The authors of the paper foresee the demands of high quality collateral significantly outstripping supply in the future, and urge that it be treated as a scarce resource.  

With demand and requirements up, the paper argues that IT infrastructure in the Eurozone is no longer up to the task of mobilizing assets and matching them with transactions

“More attention urgently needs to be given to collateral fluidity, which in essence concerns the mobilisation of collateral, i.e. allowing it to be in the right place at the right time,” says the paper, which was produced by the Collateral Initiatives Coordination Forum, a subgroup of the larger trade association. “Achieving this requires that the plumbing be properly fixed, including through finally making progress with the continuing Giovannini barriers to EU cross-border clearing and settlement arrangements.” 

Since the financial crisis, collateral has been an increasingly important tool to protect against counterparty risk

“This is in no small measure related to the shift in risk appetite of market participants, with an increased demand amongst them to secure their credit risk exposures through the taking of high quality collateral,” the paper says. “Official policy makers have also significantly fuelled the demand for high quality collateral as they have advanced steps to make markets more robust, to reduce systemic risk and help mitigate the risks of any future financial crises.” 

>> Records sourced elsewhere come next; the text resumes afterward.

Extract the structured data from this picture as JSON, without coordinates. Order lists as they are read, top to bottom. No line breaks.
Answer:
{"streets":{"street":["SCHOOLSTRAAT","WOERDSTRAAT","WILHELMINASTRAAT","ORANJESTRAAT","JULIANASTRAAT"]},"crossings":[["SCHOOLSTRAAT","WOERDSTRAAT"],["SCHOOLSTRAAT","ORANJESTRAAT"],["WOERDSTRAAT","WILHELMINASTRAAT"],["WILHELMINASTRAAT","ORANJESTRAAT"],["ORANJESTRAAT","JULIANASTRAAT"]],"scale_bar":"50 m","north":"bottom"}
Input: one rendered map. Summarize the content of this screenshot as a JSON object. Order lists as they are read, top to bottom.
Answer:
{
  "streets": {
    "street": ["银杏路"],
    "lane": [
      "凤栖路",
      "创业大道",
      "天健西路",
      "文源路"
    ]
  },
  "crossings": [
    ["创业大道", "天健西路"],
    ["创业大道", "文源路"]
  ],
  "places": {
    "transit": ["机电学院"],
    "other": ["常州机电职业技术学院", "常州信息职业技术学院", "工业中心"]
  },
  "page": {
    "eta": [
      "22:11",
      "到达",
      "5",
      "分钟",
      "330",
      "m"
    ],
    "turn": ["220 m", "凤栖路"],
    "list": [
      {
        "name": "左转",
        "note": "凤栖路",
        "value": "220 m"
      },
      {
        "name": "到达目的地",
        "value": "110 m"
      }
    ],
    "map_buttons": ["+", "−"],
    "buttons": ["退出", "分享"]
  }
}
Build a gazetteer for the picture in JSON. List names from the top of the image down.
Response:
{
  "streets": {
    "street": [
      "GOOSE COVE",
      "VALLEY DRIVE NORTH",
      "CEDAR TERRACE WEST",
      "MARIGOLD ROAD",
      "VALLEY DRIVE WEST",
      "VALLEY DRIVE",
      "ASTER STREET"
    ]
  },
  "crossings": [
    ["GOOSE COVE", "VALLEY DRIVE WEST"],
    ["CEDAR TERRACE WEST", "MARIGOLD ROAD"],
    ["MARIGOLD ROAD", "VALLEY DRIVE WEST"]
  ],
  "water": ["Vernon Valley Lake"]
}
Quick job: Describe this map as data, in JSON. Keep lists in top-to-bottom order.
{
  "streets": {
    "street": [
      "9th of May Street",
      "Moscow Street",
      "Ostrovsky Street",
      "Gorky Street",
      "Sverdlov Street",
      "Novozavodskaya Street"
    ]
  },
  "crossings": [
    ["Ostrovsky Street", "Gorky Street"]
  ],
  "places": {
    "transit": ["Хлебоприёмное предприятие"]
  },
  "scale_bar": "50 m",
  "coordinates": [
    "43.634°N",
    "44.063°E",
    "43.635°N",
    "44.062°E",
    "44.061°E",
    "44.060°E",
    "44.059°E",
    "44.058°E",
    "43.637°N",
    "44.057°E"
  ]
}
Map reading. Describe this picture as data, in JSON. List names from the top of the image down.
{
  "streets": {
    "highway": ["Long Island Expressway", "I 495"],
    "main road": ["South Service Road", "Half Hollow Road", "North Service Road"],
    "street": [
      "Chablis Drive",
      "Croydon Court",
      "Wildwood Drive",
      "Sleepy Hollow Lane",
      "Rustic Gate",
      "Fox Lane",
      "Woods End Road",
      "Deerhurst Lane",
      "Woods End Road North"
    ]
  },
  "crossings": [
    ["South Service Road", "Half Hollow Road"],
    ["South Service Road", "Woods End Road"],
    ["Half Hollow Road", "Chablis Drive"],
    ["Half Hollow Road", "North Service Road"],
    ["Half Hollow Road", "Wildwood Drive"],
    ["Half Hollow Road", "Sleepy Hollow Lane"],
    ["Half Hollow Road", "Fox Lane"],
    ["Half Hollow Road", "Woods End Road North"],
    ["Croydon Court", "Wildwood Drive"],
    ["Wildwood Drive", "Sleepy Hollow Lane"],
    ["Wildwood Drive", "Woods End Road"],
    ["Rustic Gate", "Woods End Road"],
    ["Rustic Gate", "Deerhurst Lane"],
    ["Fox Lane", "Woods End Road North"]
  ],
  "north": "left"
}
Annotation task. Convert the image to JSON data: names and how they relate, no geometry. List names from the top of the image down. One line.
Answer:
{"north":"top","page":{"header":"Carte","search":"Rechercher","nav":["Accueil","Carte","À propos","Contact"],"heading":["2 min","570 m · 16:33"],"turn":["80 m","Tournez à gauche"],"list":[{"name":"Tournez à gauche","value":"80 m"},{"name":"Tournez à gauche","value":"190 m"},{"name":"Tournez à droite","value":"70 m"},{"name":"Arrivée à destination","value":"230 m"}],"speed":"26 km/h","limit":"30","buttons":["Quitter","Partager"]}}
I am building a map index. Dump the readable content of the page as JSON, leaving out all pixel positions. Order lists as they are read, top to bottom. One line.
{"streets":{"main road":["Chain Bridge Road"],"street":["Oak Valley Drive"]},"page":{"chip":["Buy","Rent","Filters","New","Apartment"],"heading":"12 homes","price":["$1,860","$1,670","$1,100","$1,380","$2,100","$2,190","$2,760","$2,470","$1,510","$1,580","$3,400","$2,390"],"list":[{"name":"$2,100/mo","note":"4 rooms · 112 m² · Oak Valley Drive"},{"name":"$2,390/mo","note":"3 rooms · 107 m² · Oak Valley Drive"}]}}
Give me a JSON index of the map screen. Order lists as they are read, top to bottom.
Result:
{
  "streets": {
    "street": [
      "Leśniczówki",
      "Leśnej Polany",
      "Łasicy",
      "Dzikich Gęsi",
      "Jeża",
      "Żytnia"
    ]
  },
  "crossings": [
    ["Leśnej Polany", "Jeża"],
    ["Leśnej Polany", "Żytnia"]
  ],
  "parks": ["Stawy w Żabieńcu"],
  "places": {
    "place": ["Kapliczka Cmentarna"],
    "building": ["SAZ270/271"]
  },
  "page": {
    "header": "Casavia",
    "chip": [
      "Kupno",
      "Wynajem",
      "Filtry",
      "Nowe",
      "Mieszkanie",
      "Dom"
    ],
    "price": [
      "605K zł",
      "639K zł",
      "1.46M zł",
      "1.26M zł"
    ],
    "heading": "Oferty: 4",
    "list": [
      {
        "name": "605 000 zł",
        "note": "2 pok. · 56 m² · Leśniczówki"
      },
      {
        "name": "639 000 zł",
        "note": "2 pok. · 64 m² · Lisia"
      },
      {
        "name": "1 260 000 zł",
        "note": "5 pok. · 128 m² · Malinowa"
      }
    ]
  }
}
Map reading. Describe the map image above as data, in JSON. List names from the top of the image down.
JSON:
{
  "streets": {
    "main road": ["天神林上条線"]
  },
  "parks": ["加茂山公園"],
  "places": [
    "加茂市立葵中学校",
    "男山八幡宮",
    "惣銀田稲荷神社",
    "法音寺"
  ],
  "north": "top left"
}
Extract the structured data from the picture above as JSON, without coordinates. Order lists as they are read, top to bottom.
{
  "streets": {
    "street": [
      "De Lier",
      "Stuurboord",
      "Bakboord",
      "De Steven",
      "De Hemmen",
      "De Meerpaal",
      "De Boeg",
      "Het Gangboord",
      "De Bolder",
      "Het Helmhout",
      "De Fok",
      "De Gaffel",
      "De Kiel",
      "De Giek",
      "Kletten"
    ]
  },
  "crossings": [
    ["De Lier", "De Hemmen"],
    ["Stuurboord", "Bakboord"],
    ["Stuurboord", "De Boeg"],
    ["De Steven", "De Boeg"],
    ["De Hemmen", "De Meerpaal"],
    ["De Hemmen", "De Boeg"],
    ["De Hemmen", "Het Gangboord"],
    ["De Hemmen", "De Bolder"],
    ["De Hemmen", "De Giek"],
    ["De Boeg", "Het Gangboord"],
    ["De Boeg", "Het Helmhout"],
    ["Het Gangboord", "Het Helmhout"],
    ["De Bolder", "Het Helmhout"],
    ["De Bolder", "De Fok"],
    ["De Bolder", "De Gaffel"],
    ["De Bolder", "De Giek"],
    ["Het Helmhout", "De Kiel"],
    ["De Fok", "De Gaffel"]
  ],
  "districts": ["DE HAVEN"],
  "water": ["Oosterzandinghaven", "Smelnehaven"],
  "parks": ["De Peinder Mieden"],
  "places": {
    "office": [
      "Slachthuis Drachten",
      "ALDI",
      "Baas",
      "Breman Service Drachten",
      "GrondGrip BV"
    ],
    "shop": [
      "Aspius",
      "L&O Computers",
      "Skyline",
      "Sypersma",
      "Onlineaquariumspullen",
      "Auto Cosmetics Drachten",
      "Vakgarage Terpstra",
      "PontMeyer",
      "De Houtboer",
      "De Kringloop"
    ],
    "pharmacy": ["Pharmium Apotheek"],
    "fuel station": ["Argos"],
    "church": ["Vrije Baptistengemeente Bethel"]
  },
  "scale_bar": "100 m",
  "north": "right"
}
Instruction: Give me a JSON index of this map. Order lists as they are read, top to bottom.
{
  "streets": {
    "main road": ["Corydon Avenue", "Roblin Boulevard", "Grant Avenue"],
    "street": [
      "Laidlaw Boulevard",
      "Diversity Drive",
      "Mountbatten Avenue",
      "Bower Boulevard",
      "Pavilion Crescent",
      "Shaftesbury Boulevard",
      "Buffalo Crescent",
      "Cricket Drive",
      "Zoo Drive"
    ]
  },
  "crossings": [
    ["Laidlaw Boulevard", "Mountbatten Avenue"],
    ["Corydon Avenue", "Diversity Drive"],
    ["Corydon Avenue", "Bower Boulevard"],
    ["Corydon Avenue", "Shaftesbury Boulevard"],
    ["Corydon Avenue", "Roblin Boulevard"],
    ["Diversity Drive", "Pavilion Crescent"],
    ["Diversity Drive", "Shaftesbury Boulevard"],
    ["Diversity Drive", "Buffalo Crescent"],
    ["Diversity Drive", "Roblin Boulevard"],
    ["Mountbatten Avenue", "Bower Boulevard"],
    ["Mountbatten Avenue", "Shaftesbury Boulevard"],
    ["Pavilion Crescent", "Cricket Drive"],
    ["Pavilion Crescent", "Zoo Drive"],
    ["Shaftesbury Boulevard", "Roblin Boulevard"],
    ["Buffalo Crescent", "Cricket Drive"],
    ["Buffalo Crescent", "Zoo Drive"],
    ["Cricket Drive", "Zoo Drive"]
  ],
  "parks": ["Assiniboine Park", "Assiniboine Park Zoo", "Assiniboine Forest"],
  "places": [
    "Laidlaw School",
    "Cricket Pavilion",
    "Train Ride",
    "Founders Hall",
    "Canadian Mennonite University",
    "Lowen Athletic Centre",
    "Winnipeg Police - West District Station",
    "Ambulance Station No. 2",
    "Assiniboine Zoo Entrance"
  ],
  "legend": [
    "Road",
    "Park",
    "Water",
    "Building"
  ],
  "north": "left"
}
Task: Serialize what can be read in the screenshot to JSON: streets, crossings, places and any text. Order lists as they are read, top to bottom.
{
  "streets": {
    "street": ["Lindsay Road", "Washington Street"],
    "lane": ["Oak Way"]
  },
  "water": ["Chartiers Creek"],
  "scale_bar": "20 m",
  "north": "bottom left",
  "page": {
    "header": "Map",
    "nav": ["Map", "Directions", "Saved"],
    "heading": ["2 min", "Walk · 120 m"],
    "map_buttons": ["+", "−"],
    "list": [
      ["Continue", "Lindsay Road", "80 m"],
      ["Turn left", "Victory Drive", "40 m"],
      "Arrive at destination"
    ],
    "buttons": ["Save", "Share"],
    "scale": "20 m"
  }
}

While this whitepaper is from an EU-based industry group and focuses on the status of collateral in that continent, many of the same forces are at work in American markets. The Dodd-Frank financial reform act significantly increased incentives for collateralizing over-the-counter derivative transactions. This includes instruments commonly used by institutional investors, such as interest-rate swaps. The more collateral parties put up in a transaction, the lower their regulatory burden to the Securities and Exchange Commission.